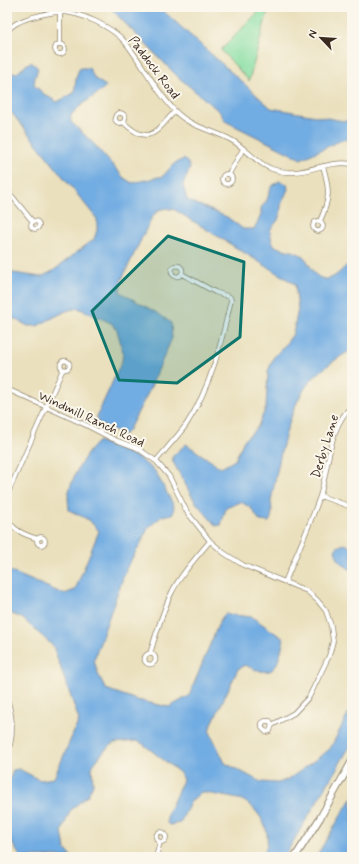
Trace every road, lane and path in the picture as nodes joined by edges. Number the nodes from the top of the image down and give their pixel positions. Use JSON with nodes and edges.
{"nodes":[{"id":1,"x":60,"y":7,"type":"edge"},
{"id":2,"x":60,"y":12,"type":"junction"},
{"id":3,"x":7,"y":31,"type":"edge"},
{"id":4,"x":60,"y":43,"type":"dead end"},
{"id":5,"x":175,"y":111,"type":"junction"},
{"id":6,"x":123,"y":122,"type":"dead end"},
{"id":7,"x":243,"y":149,"type":"junction"},
{"id":8,"x":352,"y":164,"type":"edge"},
{"id":9,"x":323,"y":166,"type":"junction"},
{"id":10,"x":229,"y":174,"type":"dead end"},
{"id":11,"x":7,"y":190,"type":"edge"},
{"id":12,"x":320,"y":221,"type":"dead end"},
{"id":13,"x":33,"y":222,"type":"dead end"},
{"id":14,"x":182,"y":274,"type":"dead end"},
{"id":15,"x":63,"y":370,"type":"dead end"},
{"id":16,"x":7,"y":389,"type":"edge"},
{"id":17,"x":352,"y":406,"type":"edge"},
{"id":18,"x":47,"y":407,"type":"junction"},
{"id":19,"x":156,"y":461,"type":"junction"},
{"id":20,"x":7,"y":496,"type":"edge"},
{"id":21,"x":320,"y":496,"type":"junction"},
{"id":22,"x":352,"y":507,"type":"edge"},
{"id":23,"x":7,"y":518,"type":"edge"},
{"id":24,"x":38,"y":539,"type":"dead end"},
{"id":25,"x":210,"y":541,"type":"junction"},
{"id":26,"x":285,"y":582,"type":"junction"},
{"id":27,"x":150,"y":654,"type":"dead end"},
{"id":28,"x":7,"y":699,"type":"edge"},
{"id":29,"x":272,"y":725,"type":"dead end"},
{"id":30,"x":7,"y":755,"type":"edge"},
{"id":31,"x":352,"y":761,"type":"edge"},
{"id":32,"x":160,"y":842,"type":"dead end"},
{"id":33,"x":156,"y":857,"type":"edge"},
{"id":34,"x":295,"y":857,"type":"edge"}],
"edges":[{"from":1,"to":2,"type":"street"},
{"from":2,"to":3,"type":"street","name":"Paddock Road"},
{"from":2,"to":4,"type":"street"},
{"from":2,"to":5,"type":"street","name":"Paddock Road"},
{"from":5,"to":6,"type":"street","name":"Paddock Road"},
{"from":5,"to":7,"type":"street","name":"Paddock Road"},
{"from":7,"to":9,"type":"street","name":"Paddock Road"},
{"from":7,"to":10,"type":"street"},
{"from":8,"to":9,"type":"street","name":"Paddock Road"},
{"from":9,"to":12,"type":"street"},
{"from":11,"to":13,"type":"street"},
{"from":14,"to":19,"type":"street"},
{"from":15,"to":18,"type":"street"},
{"from":16,"to":18,"type":"street","name":"Windmill Ranch Road"},
{"from":17,"to":21,"type":"street","name":"Derby Lane"},
{"from":18,"to":19,"type":"street","name":"Windmill Ranch Road"},
{"from":18,"to":20,"type":"street"},
{"from":19,"to":25,"type":"street","name":"Windmill Ranch Road"},
{"from":21,"to":22,"type":"street","name":"Derby Lane"},
{"from":21,"to":26,"type":"street","name":"Derby Lane"},
{"from":23,"to":24,"type":"street"},
{"from":25,"to":26,"type":"street","name":"Windmill Ranch Road"},
{"from":25,"to":27,"type":"street"},
{"from":26,"to":29,"type":"street","name":"Windmill Ranch Road"},
{"from":28,"to":30,"type":"street"},
{"from":31,"to":34,"type":"street"},
{"from":32,"to":33,"type":"street"}]}
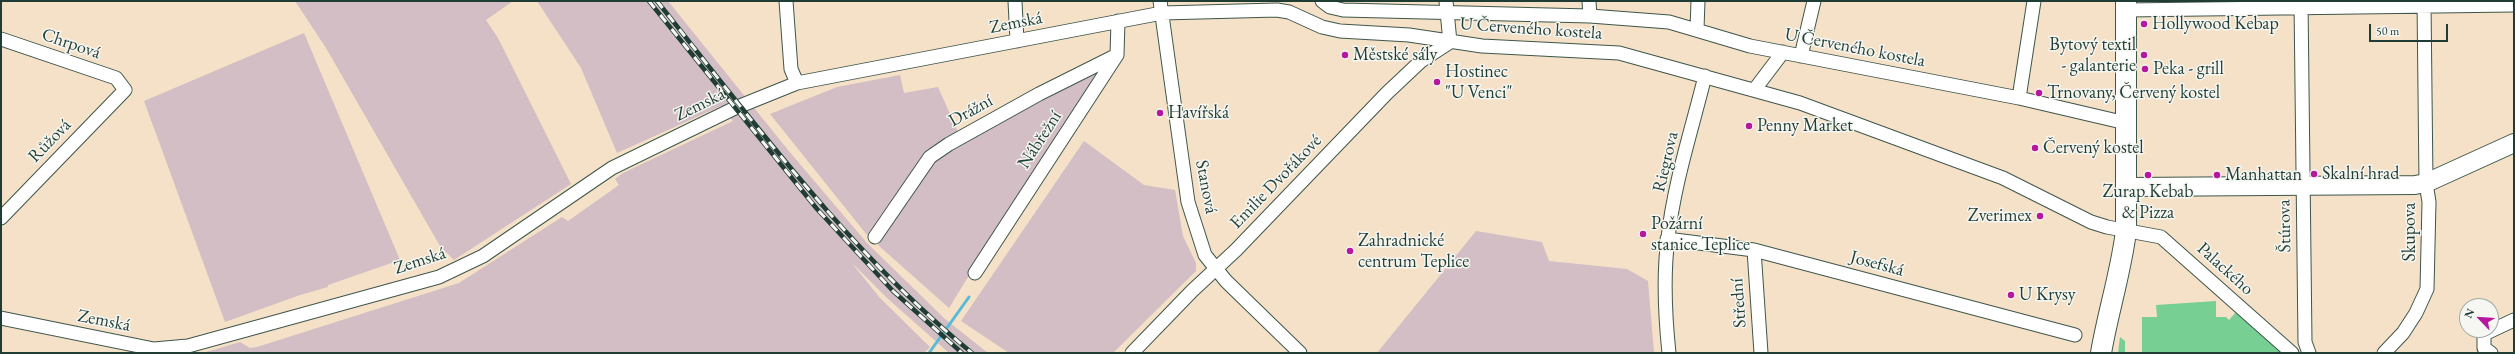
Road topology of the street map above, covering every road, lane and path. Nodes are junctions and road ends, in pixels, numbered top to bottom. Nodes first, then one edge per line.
1 (786, 1) edge
2 (1015, 1) edge
3 (1322, 1) edge
4 (1589, 1) edge
5 (1698, 1) edge
6 (1814, 1) edge
7 (2034, 1) edge
8 (2424, 4) edge
9 (2301, 5) edge
10 (2514, 5) edge
11 (2126, 6) edge
12 (1161, 7) edge
13 (1447, 7) edge
14 (1590, 16) junction
15 (1118, 21) junction
16 (1697, 29) junction
17 (1, 39) edge
18 (1017, 41) junction
19 (1450, 42) junction
20 (1783, 52) junction
21 (1117, 54) junction
22 (1801, 56) junction
23 (1705, 76) junction
24 (797, 83) junction
25 (125, 90) joint
26 (1755, 90) junction
27 (2019, 98) junction
28 (2126, 123) junction
29 (2514, 143) edge
30 (2426, 183) junction
31 (2127, 187) junction
32 (2303, 187) junction
33 (1, 218) edge
34 (2126, 231) junction
35 (875, 237) dead end
36 (1667, 239) junction
37 (1754, 250) junction
38 (1215, 269) junction
39 (975, 273) dead end
40 (1, 318) edge
41 (2510, 322) edge
42 (2075, 335) dead end
43 (2392, 350) edge
44 (1132, 353) edge
45 (1300, 353) edge
46 (1669, 353) edge
47 (1761, 353) edge
48 (2101, 353) edge
49 (2292, 353) edge
50 (2309, 353) edge
51 (2491, 353) edge

1 - 24 street
2 - 18 street
3 - 13 street
4 - 14 street
5 - 16 street
6 - 22 street
7 - 27 street
8 - 9 street
8 - 10 street
8 - 30 street, Skupova
9 - 11 street
9 - 32 street, Štúrova
11 - 28 main road
12 - 15 street, Zemská
12 - 19 street, Zemská
12 - 38 street, Stanová
13 - 14 street, U Červeného kostela
13 - 19 street, U Červeného kostela
14 - 16 street, U Červeného kostela
15 - 18 street, Zemská
15 - 21 street
16 - 20 street, U Červeného kostela
17 - 25 street, Chrpová
18 - 24 street, Zemská
19 - 23 street, U Červeného kostela
19 - 38 street, Emilie Dvořákové
20 - 22 street, U Červeného kostela
20 - 26 street
21 - 35 street, Drážní
21 - 39 street, Nábřežní
22 - 27 street, U Červeného kostela
23 - 26 street, U Červeného kostela
23 - 36 street, Riegrova
24 - 40 street, Zemská
25 - 33 street, Růžová
26 - 34 street, U Červeného kostela
27 - 28 street, U Červeného kostela
28 - 31 main road
29 - 30 street
30 - 32 street
30 - 43 street, Skupova
31 - 32 street
31 - 34 main road
32 - 50 street, Štúrova
34 - 48 main road
34 - 49 street, Palackého
36 - 37 street, Josefská
36 - 46 street, Riegrova
37 - 42 street, Josefská
37 - 47 street, Střední
38 - 44 street, Emilie Dvořákové
38 - 45 street, Stanová
41 - 51 street

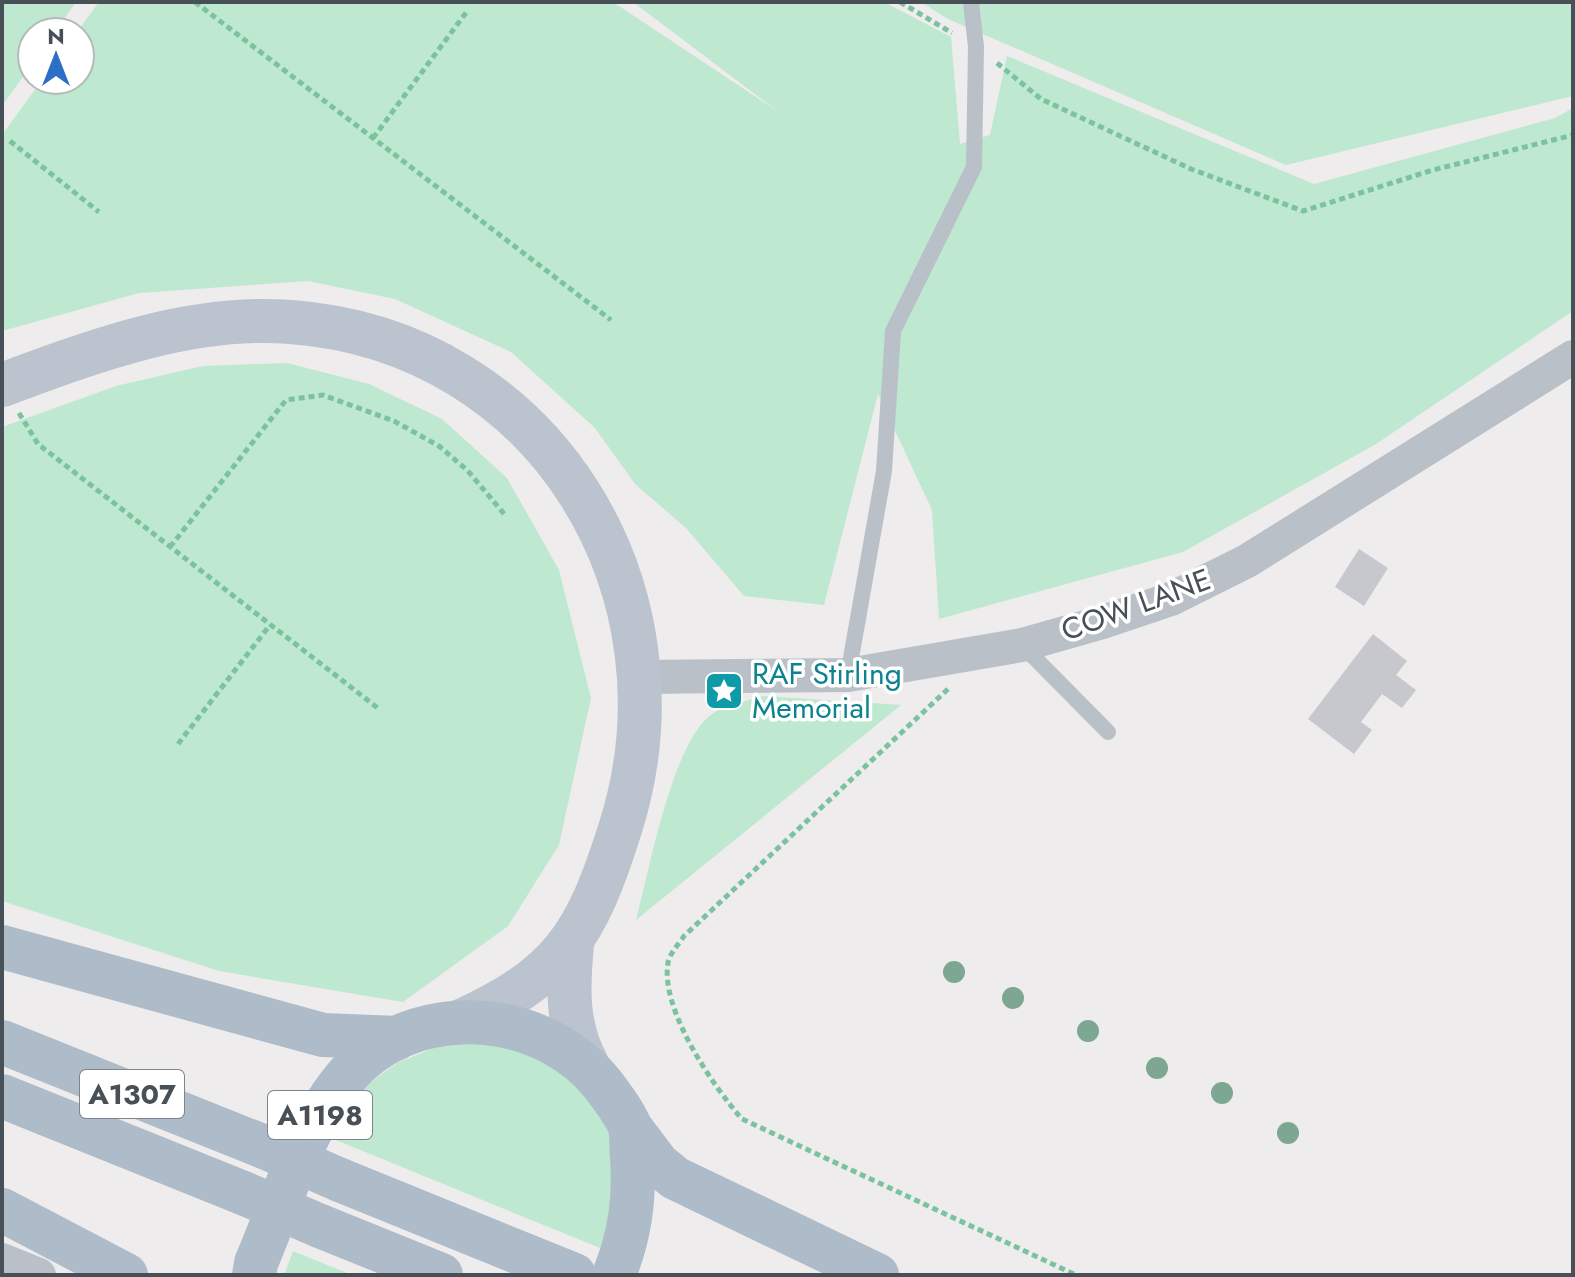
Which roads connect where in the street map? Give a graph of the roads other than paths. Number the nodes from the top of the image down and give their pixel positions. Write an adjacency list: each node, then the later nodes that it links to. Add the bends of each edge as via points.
1 (971, 2): 5 (lane, via 976,47 974,167 893,331 884,471)
2 (1573, 357): 4 (street, COW LANE, via 1247,561 1171,599)
3 (2, 385): 6 (main road, via 88,353 217,323 328,327 407,350 498,404 542,445 574,485 620,574)
4 (1022, 645): 5 (street, COW LANE); 7 (lane)
5 (848, 675): 6 (street, COW LANE)
6 (641, 677): 8 (main road, via 641,732 631,795 603,878)
7 (1108, 732)
8 (572, 944): 10 (main road, via 504,1002); 13 (main road, via 568,986 573,1037)
9 (2, 947): 11 (main road, via 323,1035)
10 (457, 1023): 11 (main road, A1198); 13 (main road, A1198, via 522,1028)
11 (397, 1038): 20 (main road, A1198, via 359,1063 335,1089)
12 (2, 1042): 22 (main road, A1307, bridge)
13 (587, 1064): 15 (main road, A1198)
14 (2, 1096): 21 (main road, A1307, bridge)
15 (630, 1127): 23 (main road, via 633,1206); 24 (main road, via 675,1178)
16 (2, 1210): 19 (main road)
17 (2, 1260): 18 (street)
18 (39, 1275)
19 (126, 1275)
20 (254, 1275)
21 (441, 1275)
22 (574, 1275)
23 (614, 1275)
24 (877, 1275)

Exercise prompt: Lines holding "edges" in the material above are to be reported.

Written solution:
Trace every road, lane and path in the picture as nodes joined by edges. Number the nodes from the top of the image down and give their pixel positions. Use JSON with nodes and edges.
"edges":[{"from":1,"to":2,"type":"street"},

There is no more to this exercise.